WORK INSTRUCTION:
Below is a set of records; reproduce them exactly without their pictures.

DATA:
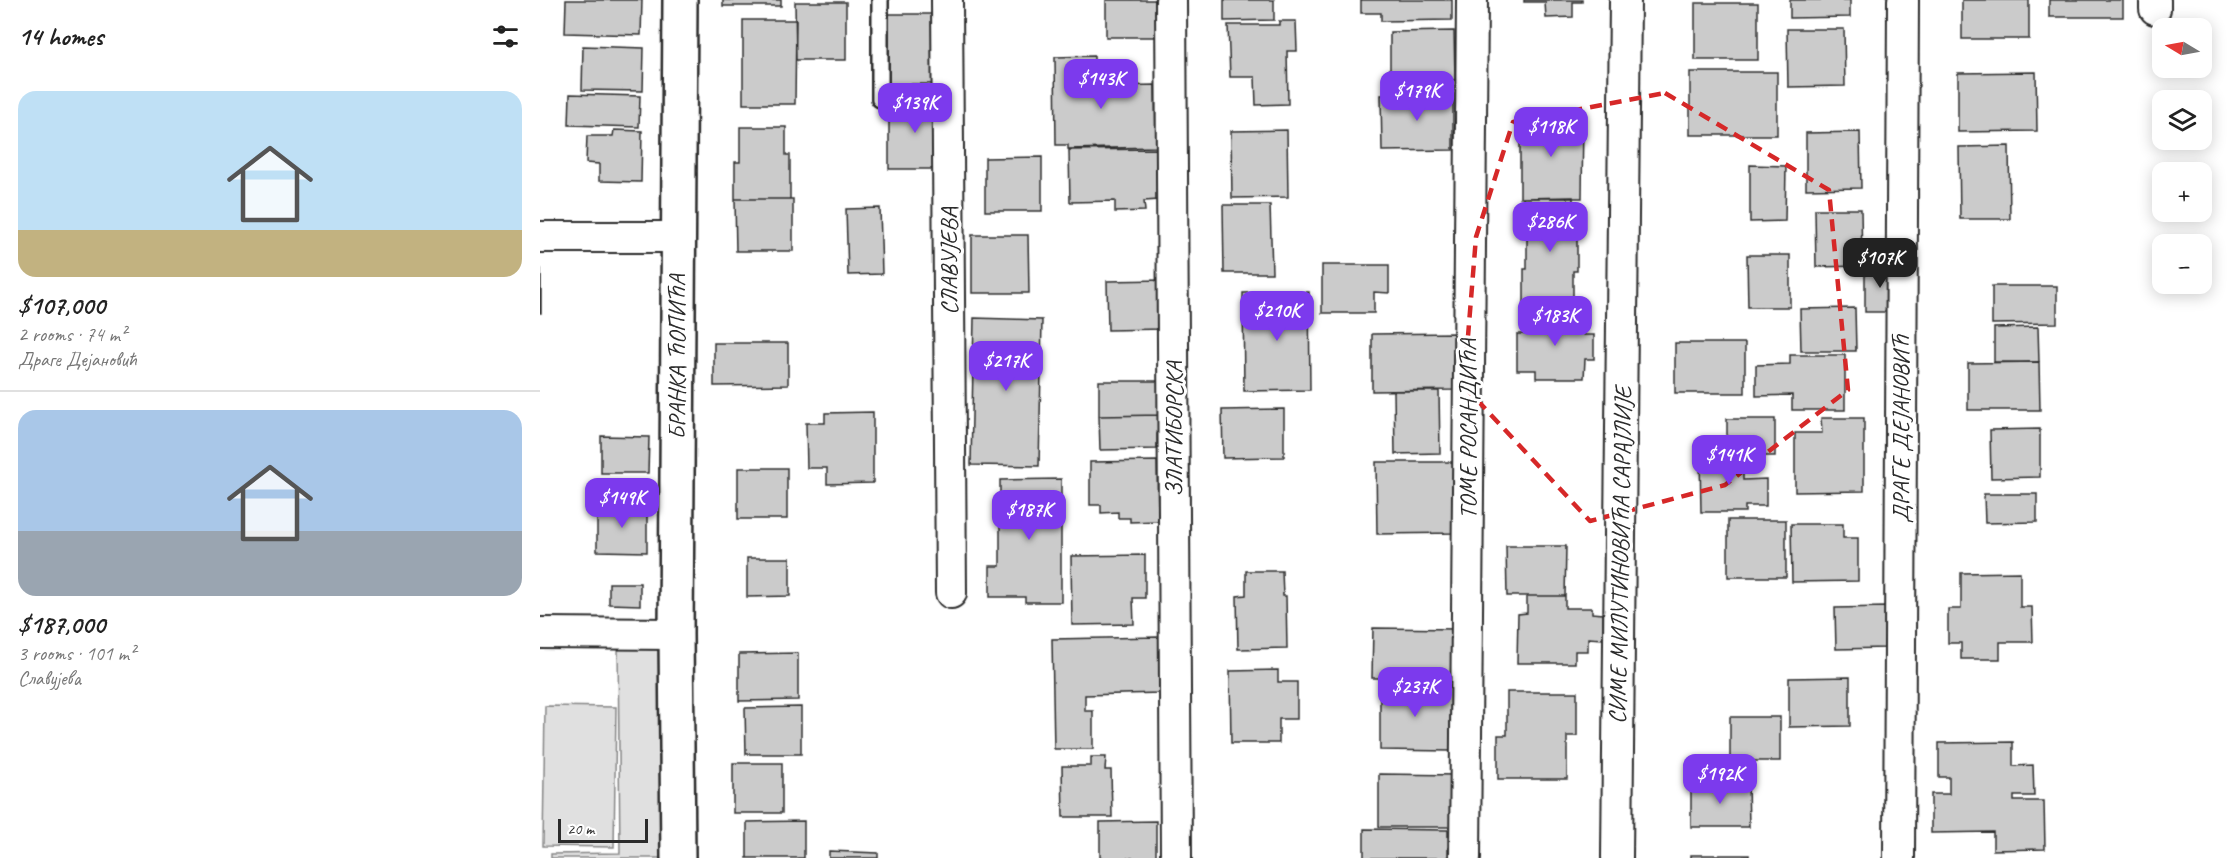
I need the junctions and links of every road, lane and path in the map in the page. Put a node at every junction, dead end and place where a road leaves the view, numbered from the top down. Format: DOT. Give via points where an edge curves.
graph roads {
  1 [pos="680,0"];
  2 [pos="880,0"];
  3 [pos="947,0"];
  4 [pos="1171,0"];
  5 [pos="1472,0"];
  6 [pos="1625,0"];
  7 [pos="1903,0"];
  8 [pos="879,99"];
  9 [pos="540,237"];
  10 [pos="677,237"];
  11 [pos="951,593"];
  12 [pos="540,633"];
  13 [pos="676,634"];
  14 [pos="678,858"];
  15 [pos="1176,858"];
  16 [pos="1465,858"];
  17 [pos="1617,858"];
  18 [pos="1899,858"];
  1 -- 10 [label="street, БРАНКА ЋОПИЋА"];
  2 -- 8 [label="lane"];
  3 -- 11 [label="street, СЛАВУЈЕВА"];
  4 -- 15 [label="street, ЗЛАТИБОРСКА"];
  5 -- 16 [label="street, ТОМЕ РОСАНДИЋА"];
  6 -- 17 [label="street, СИМЕ МИЛУТИНОВИЋА САРАЈЛИЈЕ"];
  7 -- 18 [label="street, ДРАГЕ ДЕЈАНОВИЋ"];
  9 -- 10 [label="street"];
  10 -- 13 [label="street, БРАНКА ЋОПИЋА"];
  12 -- 13 [label="street"];
  13 -- 14 [label="street, БРАНКА ЋОПИЋА"];
}
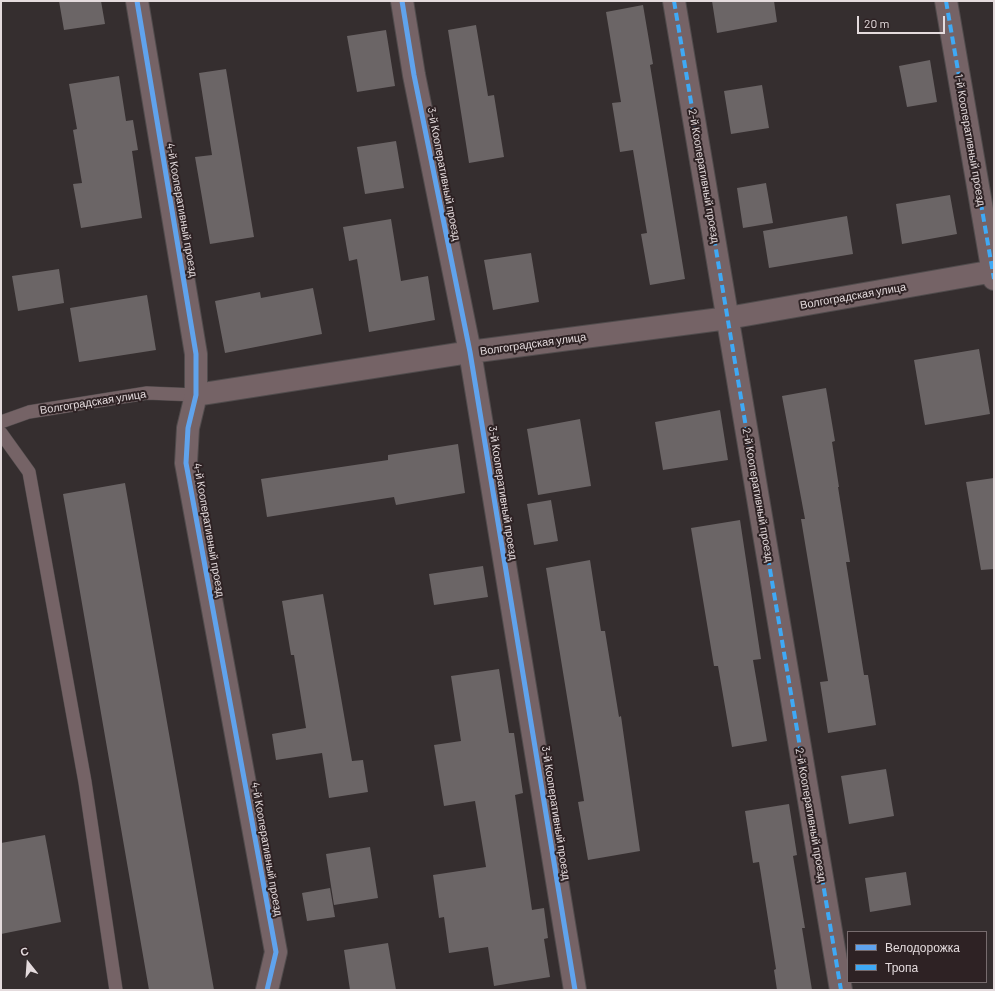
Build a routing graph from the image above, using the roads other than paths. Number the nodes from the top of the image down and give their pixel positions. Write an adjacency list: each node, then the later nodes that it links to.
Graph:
1 (136, 1): 8 (street, 4-й Кооперативный проезд)
2 (402, 1): 7 (street, 3-й Кооперативный проезд)
3 (674, 1): 6 (street, 2-й Кооперативный проезд)
4 (946, 1): 5 (street, 1-й Кооперативный проезд)
5 (994, 274): 6 (street, Волгоградская улица)
6 (728, 318): 7 (street, Волгоградская улица); 14 (street, 2-й Кооперативный проезд)
7 (470, 352): 8 (street, Волгоградская улица); 13 (street, 3-й Кооперативный проезд)
8 (196, 395): 9 (lane, Волгоградская улица); 12 (street, 4-й Кооперативный проезд)
9 (1, 422)
10 (1, 433): 11 (lane)
11 (116, 990)
12 (267, 990)
13 (575, 990)
14 (841, 990)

ANSWER FOR THE TASK:
I need the junctions and links of every road, lane and path in the map in the page. Put a node at every junction, dead end and place where a road leaves the view, numbered from the top down. Format: DOT. Give via points where an edge curves.
graph roads {
  1 [pos="680,0"];
  2 [pos="880,0"];
  3 [pos="947,0"];
  4 [pos="1171,0"];
  5 [pos="1472,0"];
  6 [pos="1625,0"];
  7 [pos="1903,0"];
  8 [pos="879,99"];
  9 [pos="540,237"];
  10 [pos="677,237"];
  11 [pos="951,593"];
  12 [pos="540,633"];
  13 [pos="676,634"];
  14 [pos="678,858"];
  15 [pos="1176,858"];
  16 [pos="1465,858"];
  17 [pos="1617,858"];
  18 [pos="1899,858"];
  1 -- 10 [label="street, БРАНКА ЋОПИЋА"];
  2 -- 8 [label="lane"];
  3 -- 11 [label="street, СЛАВУЈЕВА"];
  4 -- 15 [label="street, ЗЛАТИБОРСКА"];
  5 -- 16 [label="street, ТОМЕ РОСАНДИЋА"];
  6 -- 17 [label="street, СИМЕ МИЛУТИНОВИЋА САРАЈЛИЈЕ"];
  7 -- 18 [label="street, ДРАГЕ ДЕЈАНОВИЋ"];
  9 -- 10 [label="street"];
  10 -- 13 [label="street, БРАНКА ЋОПИЋА"];
  12 -- 13 [label="street"];
  13 -- 14 [label="street, БРАНКА ЋОПИЋА"];
}
Build a routing graph from the image above, using the roads other than paths. Number the nodes from the top of the image down and give their pixel positions. Write an adjacency list: each node, then the later nodes that it links to.
Graph:
1 (136, 1): 8 (street, 4-й Кооперативный проезд)
2 (402, 1): 7 (street, 3-й Кооперативный проезд)
3 (674, 1): 6 (street, 2-й Кооперативный проезд)
4 (946, 1): 5 (street, 1-й Кооперативный проезд)
5 (994, 274): 6 (street, Волгоградская улица)
6 (728, 318): 7 (street, Волгоградская улица); 14 (street, 2-й Кооперативный проезд)
7 (470, 352): 8 (street, Волгоградская улица); 13 (street, 3-й Кооперативный проезд)
8 (196, 395): 9 (lane, Волгоградская улица); 12 (street, 4-й Кооперативный проезд)
9 (1, 422)
10 (1, 433): 11 (lane)
11 (116, 990)
12 (267, 990)
13 (575, 990)
14 (841, 990)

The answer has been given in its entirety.